Seanad amendment agreed to.
Seanad amendment No. 236:
Schedule: In page 122, before the Schedule, to insert the following new section:
154.--The Courts Act 1977 is amended by inserting the following after section 2:
2A.--(1) Section 2 shall not apply to the assignment to a circuit of a specialist judge of the Circuit Court.
(2) Where a specialist judge of the Circuit Court is appointed, the Government shall permanently assign him or her to one or more than one circuit.
(3) Any specialist judge of the Circuit Court who is permanently assigned to a particular circuit may at any time, if he or she so consents but not otherwise, be transferred by the Government to another circuit and shall upon such transfer become and be permanently assigned to that other circuit in lieu of the firstmentioned circuit.
(4) Where a specialist judge of the Circuit Court is permanently assigned to a circuit, the Government, at his or her request, may, if they think fit, terminate his or her permanent assignment to that circuit and the judge may at any time thereafter be permanently assigned by the Government to any other circuit.
(5) Where--
(a) a specialist judge of the Circuit Court is permanently assigned to two or more circuits, and
(b) his or her permanent assignment to one of those circuits ceases under subsection (3) or (4),
nothing in those subsections shall terminate or affect his or her permanent assignment to the circuit or circuits not referred to in paragraph (b) or deprive or relieve him or her of any of the privileges, powers and duties vested in or imposed on him or her by virtue of such permanent assignment.
(6) More than one specialist judge of the Circuit Court may be assigned to the same circuit, whether by operation of this section or section 10(3) of the Courts of Justice Act 1947, or both.”.”.

Will the Minister clarify whether the specialist judges to the Circuit Court will be appointed from the existing judicial complement or will they be new personnel appointed via the Judicial Appointments Advisory Board, JAAB?

It is envisaged under the Bill that the initial specialist judges will come from the existing cohort of county registrars, who will be entitled to make applications to be appointed as specialist judges to the JAAB. The board will be asked to recommend county registrars to fill the posts initially.
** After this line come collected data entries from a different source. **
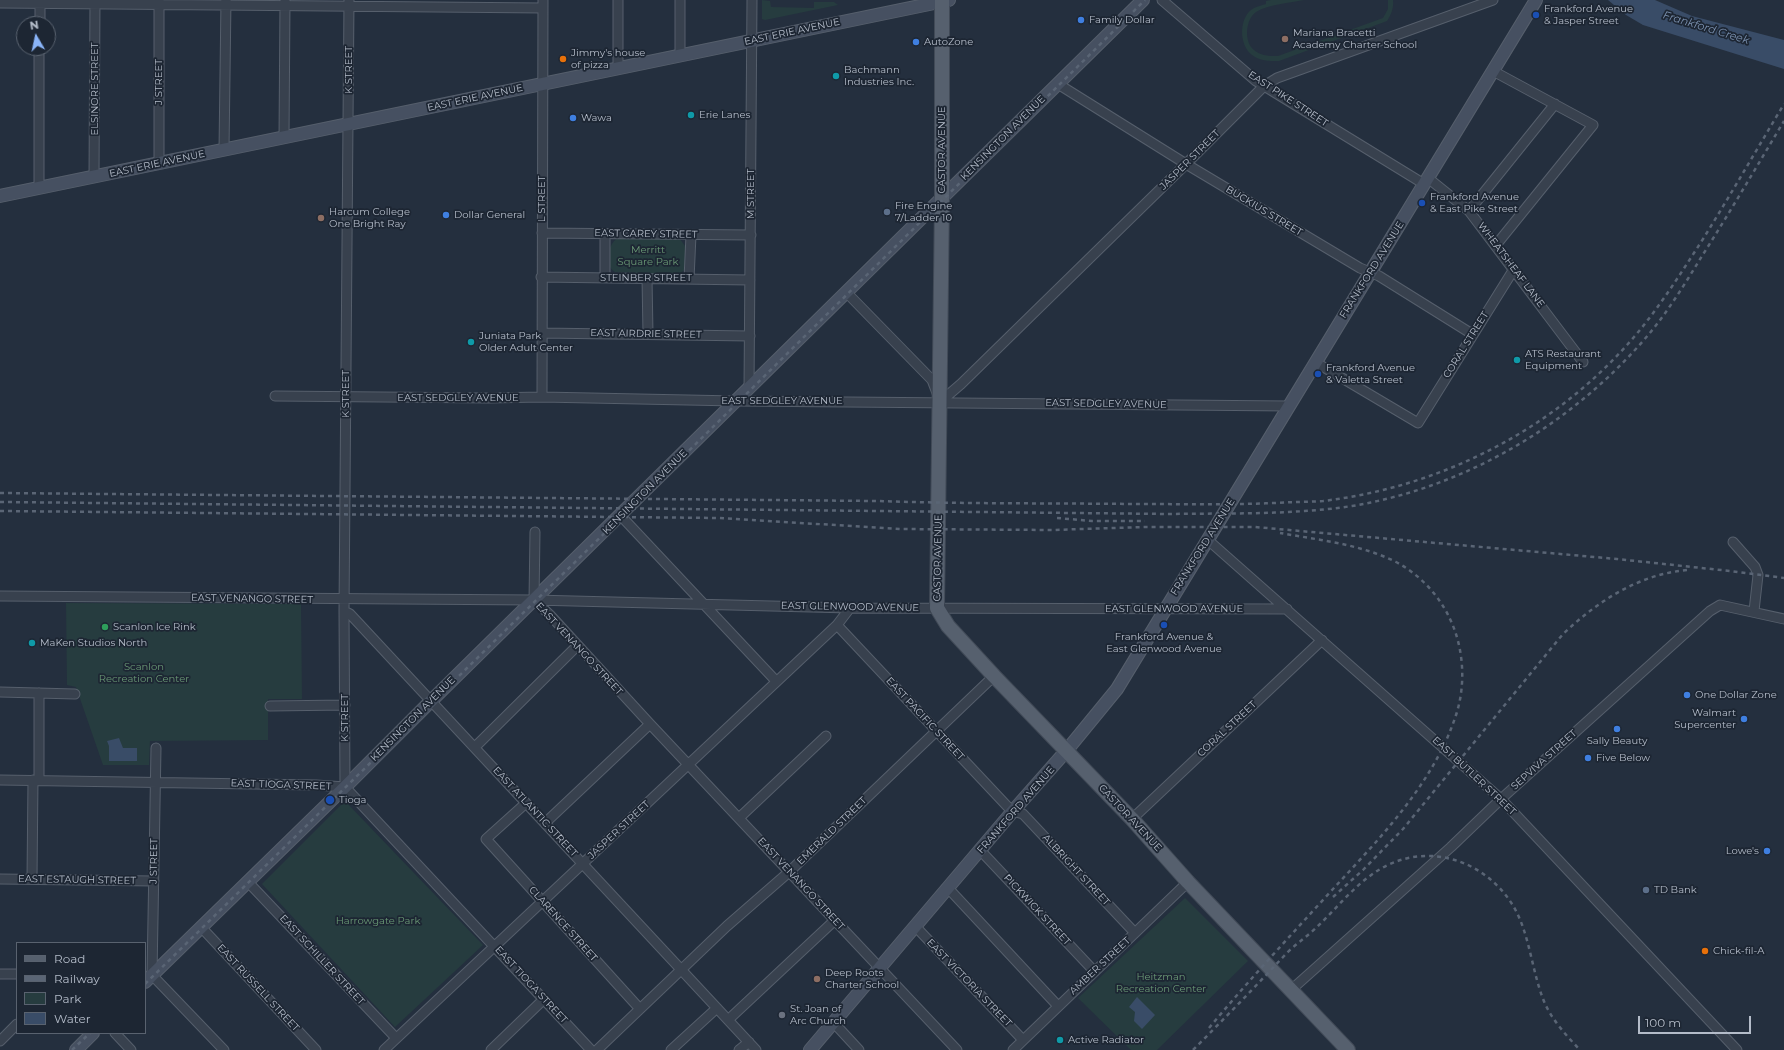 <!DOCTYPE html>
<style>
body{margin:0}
#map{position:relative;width:1784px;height:1050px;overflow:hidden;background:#242f3e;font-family:Montserrat,sans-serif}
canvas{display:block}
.legend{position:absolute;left:16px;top:942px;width:130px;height:92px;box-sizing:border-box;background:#1d2633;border:1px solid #59626f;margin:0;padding:5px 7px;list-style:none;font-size:12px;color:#b4bcc9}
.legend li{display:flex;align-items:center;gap:8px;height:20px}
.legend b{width:20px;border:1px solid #59626f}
.north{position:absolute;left:16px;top:16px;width:40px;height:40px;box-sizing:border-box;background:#1d2633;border:1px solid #59626f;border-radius:50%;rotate:351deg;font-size:11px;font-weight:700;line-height:16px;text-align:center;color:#b4bcc9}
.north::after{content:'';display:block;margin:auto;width:14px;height:18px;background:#8ab4f8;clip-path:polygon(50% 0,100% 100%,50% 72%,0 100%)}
.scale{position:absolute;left:1638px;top:1016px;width:113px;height:18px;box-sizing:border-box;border:2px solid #b4bcc9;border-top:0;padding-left:5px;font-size:12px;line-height:14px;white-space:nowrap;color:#b4bcc9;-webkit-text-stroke:3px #1d2633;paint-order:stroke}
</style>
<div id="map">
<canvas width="1784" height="1050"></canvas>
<ul class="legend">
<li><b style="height:5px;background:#56606e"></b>Road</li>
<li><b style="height:5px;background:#5a6575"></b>Railway</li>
<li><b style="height:11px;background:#263c3f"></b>Park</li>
<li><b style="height:11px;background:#394c67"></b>Water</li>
</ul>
<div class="north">N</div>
<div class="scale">100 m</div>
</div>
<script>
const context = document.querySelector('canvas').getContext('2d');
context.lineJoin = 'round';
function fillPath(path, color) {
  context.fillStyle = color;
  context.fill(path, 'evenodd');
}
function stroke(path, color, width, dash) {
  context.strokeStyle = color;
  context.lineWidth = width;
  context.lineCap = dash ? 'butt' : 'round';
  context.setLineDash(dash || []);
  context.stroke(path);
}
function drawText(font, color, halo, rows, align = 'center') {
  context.font = font + ' Montserrat,sans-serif';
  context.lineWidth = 3.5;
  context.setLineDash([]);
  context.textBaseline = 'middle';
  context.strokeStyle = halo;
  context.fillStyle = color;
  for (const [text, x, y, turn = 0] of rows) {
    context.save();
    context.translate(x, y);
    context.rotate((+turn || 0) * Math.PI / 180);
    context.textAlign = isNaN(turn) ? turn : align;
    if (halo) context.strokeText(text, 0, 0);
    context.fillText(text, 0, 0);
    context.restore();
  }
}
fillPath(new Path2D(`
 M762 0 770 1 771 7 814 8V2H834L838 5 765 20 762 19Z
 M1271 0H1304C1290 3 1269 4 1256 12 1245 20 1244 42 1254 50 1261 56 1269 56 1278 56L1383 18 1388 9V0H1393C1394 8 1391 15 1387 21L1279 61C1268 61 1260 61 1252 55 1238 44 1239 16 1254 8 1258 6 1263 5 1266 4V1Z
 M619 237 680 239 687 249 685 270 677 275 615 272C603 265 608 243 619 237Z
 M66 603 301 604 302 699H268V740L150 741 149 765H103L76 687 67 685Z
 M345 801 483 945 395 1027 262 884Z
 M1185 898 1248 961 1157 1050H1131L1078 998Z`), '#263c3f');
fillPath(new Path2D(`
 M1608 0H1655L1692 16 1784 40V69L1643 25 1626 15Z
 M119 738 123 748H137V761H109V746L107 741Z
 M1137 997 1155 1015 1142 1029 1134 1021 1135 1012 1129 1007Z`), '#394c67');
const street = new Path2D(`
 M159 0V164
 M618 0V68
 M680 0V56
 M1162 0 1256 81 1424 184
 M0 3 543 8
 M40 24V0
 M1493 71 1593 125 1496 245
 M1058 84 1186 164 1360 268 1379 276 1472 334
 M284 138 285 1
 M224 150 226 0
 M94 177 95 0
 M1428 178 1469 211 1583 362
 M39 188V48
 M1469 211 1555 104
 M542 233 751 235
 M605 234V278
 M541 277 750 280
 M647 278 648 334
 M689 279 691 235
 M846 292 932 380 937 393
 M542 333 750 336
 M1315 362 1418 423 1514 269
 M749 389 752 0
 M275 396 488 398 542 397 736 401 1289 406
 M542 397 543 0
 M940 402 961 384 1186 164 1264 86 1277 78 1493 0
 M621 516 776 681
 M1208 540 1501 799 1737 1050
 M1733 542 1755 567 1758 575 1754 611
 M0 596 534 600 850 608 1287 609
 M534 600 550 615 650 724 957 1050
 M534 600 535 532
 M344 611 350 614 756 1050
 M837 625 1007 806 1013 811 1023 814 1135 933
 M0 692 75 694
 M270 706 345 705
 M475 747 577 646
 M0 780 316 785 345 787 591 1050
 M39 780V693
 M345 787 344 611 349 0
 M526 803 486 839 640 1009
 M739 818 826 736
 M1132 819 1322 640
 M545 823 650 724
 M980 850 1094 971
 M0 879 154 881
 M32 879 33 780
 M248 882 396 1038
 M948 888 1058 1006
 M915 926 1023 1040
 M201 927 316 1050
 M0 974H17
 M152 975 156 748
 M152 975 224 1050
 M1291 990 1451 847 1501 799 1710 611 1720 605 1784 619
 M728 1020 835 920
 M834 1023 859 1050
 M115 1033 131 1050
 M0 1041 17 1024
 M384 1050 837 625 850 608
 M491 1050 544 999
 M597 1050 727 926 789 872 994 676
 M671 1050 717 1008
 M739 1050 749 1042
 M1013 1050 1188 882`);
const secondary = new Path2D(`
 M0 196 949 0
 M145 982 345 787 431 701 1143 0
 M76 1050 93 1033
 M810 1050 1013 811 1067 750 1117 689 1536 0`);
const primary = new Path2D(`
 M942 0V198L937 608 948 626 994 676 1132 819 1188 882 1348 1050`);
stroke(street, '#565f6c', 11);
stroke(secondary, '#565f6c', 14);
stroke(primary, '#414a57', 16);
stroke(street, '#38414e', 9);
stroke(secondary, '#465061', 12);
stroke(primary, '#56606e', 14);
stroke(new Path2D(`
 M0 493 877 501C962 504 1048 503 1133 504 1180 504 1227 505 1274 503 1291 502 1307 502 1323 501 1439 487 1549 432 1627 345 1656 313 1679 276 1703 239 1731 194 1757 149 1784 104
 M638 501 1145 0
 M0 502 1171 514C1231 513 1292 515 1352 506 1467 487 1574 423 1649 334 1669 310 1686 282 1702 256 1730 212 1757 166 1784 121
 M0 511 719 518 900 529 1052 530 1146 527H1255L1617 559 1730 571 1784 578
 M1057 518 1092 521H1145
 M1333 897 1363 870 1403 829 1563 634C1598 601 1639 574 1688 570
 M145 984 623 515
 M1209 1028C1249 980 1291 935 1333 889 1380 838 1434 783 1456 715 1466 685 1464 648 1450 619 1439 595 1419 574 1396 562 1360 544 1319 540 1280 533
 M72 1050 90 1033
 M1193 1050C1224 1019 1254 988 1284 956 1294 945 1307 937 1318 926 1340 905 1360 878 1388 865 1434 843 1486 863 1512 904 1529 931 1531 966 1542 996 1549 1017 1565 1034 1580 1050`), '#5a6575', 2.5, [4, 4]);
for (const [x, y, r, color] of [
 [1536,15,4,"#1a4fb4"],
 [1081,20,4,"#3f7fe0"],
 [1285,39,4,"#8d6e63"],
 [916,42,4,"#3f7fe0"],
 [563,59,4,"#e8710a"],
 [836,76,4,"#0f9aa8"],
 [691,115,4,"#0f9aa8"],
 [573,118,4,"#3f7fe0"],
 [1422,203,4,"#1a4fb4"],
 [887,212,4,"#5c6f8a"],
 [446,215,4,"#3f7fe0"],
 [321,218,4,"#8d6e63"],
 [471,342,4,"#0f9aa8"],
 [1517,360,4,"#0f9aa8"],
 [1318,374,4,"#1a4fb4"],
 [1164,625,4,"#1a4fb4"],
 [105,627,4,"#2e9e5b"],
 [32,643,4,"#0f9aa8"],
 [1687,695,4,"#3f7fe0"],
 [1744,719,4,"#3f7fe0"],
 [1617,729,4,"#3f7fe0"],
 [1588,758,4,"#3f7fe0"],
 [330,800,5,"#1a4fb4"],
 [1767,851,4,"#3f7fe0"],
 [1646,890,4,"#5c6f8a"],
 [1705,951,4,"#e8710a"],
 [817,979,4,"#8d6e63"],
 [782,1015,4,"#6b7280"],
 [1060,1040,4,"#0f9aa8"]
]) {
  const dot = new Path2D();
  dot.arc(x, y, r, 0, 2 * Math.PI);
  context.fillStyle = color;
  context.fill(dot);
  stroke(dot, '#1d2633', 1.5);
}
drawText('10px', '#b4bcc9', '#1d2633', [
 ["Frankford Avenue",1544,9],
 ["& Jasper Street",1544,21],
 ["Family Dollar",1089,20],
 ["Mariana Bracetti",1293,33],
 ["Academy Charter School",1293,45],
 ["AutoZone",924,42],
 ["Jimmy's house",571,53],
 ["of pizza",571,65],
 ["Bachmann",844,70],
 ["Industries Inc.",844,82],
 ["Erie Lanes",699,115],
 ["Wawa",581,118],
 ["Frankford Avenue",1430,197],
 ["& East Pike Street",1430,209],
 ["Fire Engine",895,206],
 ["7/Ladder 10",895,218],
 ["Harcum College",329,212],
 ["One Bright Ray",329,224],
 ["Dollar General",454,215],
 ["Juniata Park",479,336],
 ["Older Adult Center",479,348],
 ["ATS Restaurant",1525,354],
 ["Equipment",1525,366],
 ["Frankford Avenue",1326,368],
 ["& Valetta Street",1326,380],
 ["Scanlon Ice Rink",113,627],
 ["Frankford Avenue &",1164,637,"center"],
 ["East Glenwood Avenue",1164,649,"center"],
 ["MaKen Studios North",40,643],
 ["One Dollar Zone",1695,695],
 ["Walmart",1736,713,"right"],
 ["Supercenter",1736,725,"right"],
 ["Sally Beauty",1617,741,"center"],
 ["Five Below",1596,758],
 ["Tioga",339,800],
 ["Lowe's",1759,851,"right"],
 ["TD Bank",1654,890],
 ["Chick-fil-A",1713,951],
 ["Deep Roots",825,973],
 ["Charter School",825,985],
 ["St. Joan of",790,1009],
 ["Arc Church",790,1021],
 ["Active Radiator",1068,1040]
], 'left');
drawText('10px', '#b4bcc9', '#1d2633', [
 ["EAST ERIE AVENUE",792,32,-12],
 ["K STREET",349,70,-90],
 ["J STREET",159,82,-90],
 ["ELSINORE STREET",95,89,-90],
 ["EAST ERIE AVENUE",475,98,-12],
 ["EAST PIKE STREET",1288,99,33],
 ["KENSINGTON AVENUE",1003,138,-45],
 ["CASTOR AVENUE",942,150,-90],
 ["JASPER STREET",1190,160,-45],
 ["EAST ERIE AVENUE",157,164,-12],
 ["M STREET",751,194,-90],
 ["L STREET",542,199,-90],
 ["BUCKIUS STREET",1264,211,31],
 ["EAST CAREY STREET",646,234,1],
 ["WHEATSHEAF LANE",1511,265,53],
 ["FRANKFORD AVENUE",1372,270,-58],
 ["STEINBER STREET",646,278],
 ["EAST AIRDRIE STREET",646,334,1],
 ["CORAL STREET",1466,345,-58],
 ["K STREET",346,394,-90],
 ["EAST SEDGLEY AVENUE",458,398],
 ["EAST SEDGLEY AVENUE",782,401],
 ["EAST SEDGLEY AVENUE",1106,404,1],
 ["KENSINGTON AVENUE",645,492,-45],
 ["FRANKFORD AVENUE",1203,547,-58],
 ["CASTOR AVENUE",938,558,-89],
 ["EAST VENANGO STREET",252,599,1],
 ["EAST GLENWOOD AVENUE",850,607,1],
 ["EAST GLENWOOD AVENUE",1174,609],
 ["EAST VENANGO STREET",579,649,47],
 ["K STREET",345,718,-90],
 ["KENSINGTON AVENUE",413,719,-45],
 ["EAST PACIFIC STREET",925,719,47],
 ["CORAL STREET",1227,729,-43],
 ["SEPVIVA STREET",1544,760,-42],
 ["EAST BUTLER STREET",1474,776,43],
 ["EAST TIOGA STREET",281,785,2],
 ["FRANKFORD AVENUE",1016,810,-49],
 ["EAST ATLANTIC STREET",535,812,47],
 ["CASTOR AVENUE",1130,818,47],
 ["JASPER STREET",619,830,-43],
 ["EMERALD STREET",832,831,-44],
 ["J STREET",154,861,-89],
 ["ALBRIGHT STREET",1076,870,47],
 ["EAST ESTAUGH STREET",77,880,1],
 ["EAST VENANGO STREET",801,884,47],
 ["PICKWICK STREET",1037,910,47],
 ["CLARENCE STREET",563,924,48],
 ["EAST SCHILLER STREET",322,960,47],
 ["AMBER STREET",1100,966,-43],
 ["EAST VICTORIA STREET",969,983,46],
 ["EAST TIOGA STREET",531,985,47],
 ["EAST RUSSELL STREET",258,988,47]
]);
drawText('10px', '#6b9a76', '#1d2633', [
 ["Merritt",648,250],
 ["Square Park",648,262],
 ["Scanlon",144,667],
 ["Recreation Center",144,679],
 ["Harrowgate Park",378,921],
 ["Heitzman",1161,977],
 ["Recreation Center",1161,989]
]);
drawText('italic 11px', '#7c92b1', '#1d2633', [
 ["Frankford Creek",1706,28,17]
]);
</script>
It is envisaged that up to eight appointments will be made initially. It may be that we will require only six in the start-up phase. Coming from the cohort of county registrars, the initial appointments will ensure that there is no additional public expenditure of any major extent incurred on the courts' side.

County registrars have particular expertise. They will clearly, like everyone else dealing with this legislation, require training in the legislation and how it works. Although they will operate as independent specialist judges, they will still be able to do some of the court work that county registrars currently do.

Ultimately, future appointments thereafter will be extended as the legislation prescribes to practising solicitors and barristers. The JAAB will be involved in the process.

The initial complement will be appointed from the existing body of county registrars. Will they vacate their roles as county registrars?

Will there be a consequential filling of those vacancies?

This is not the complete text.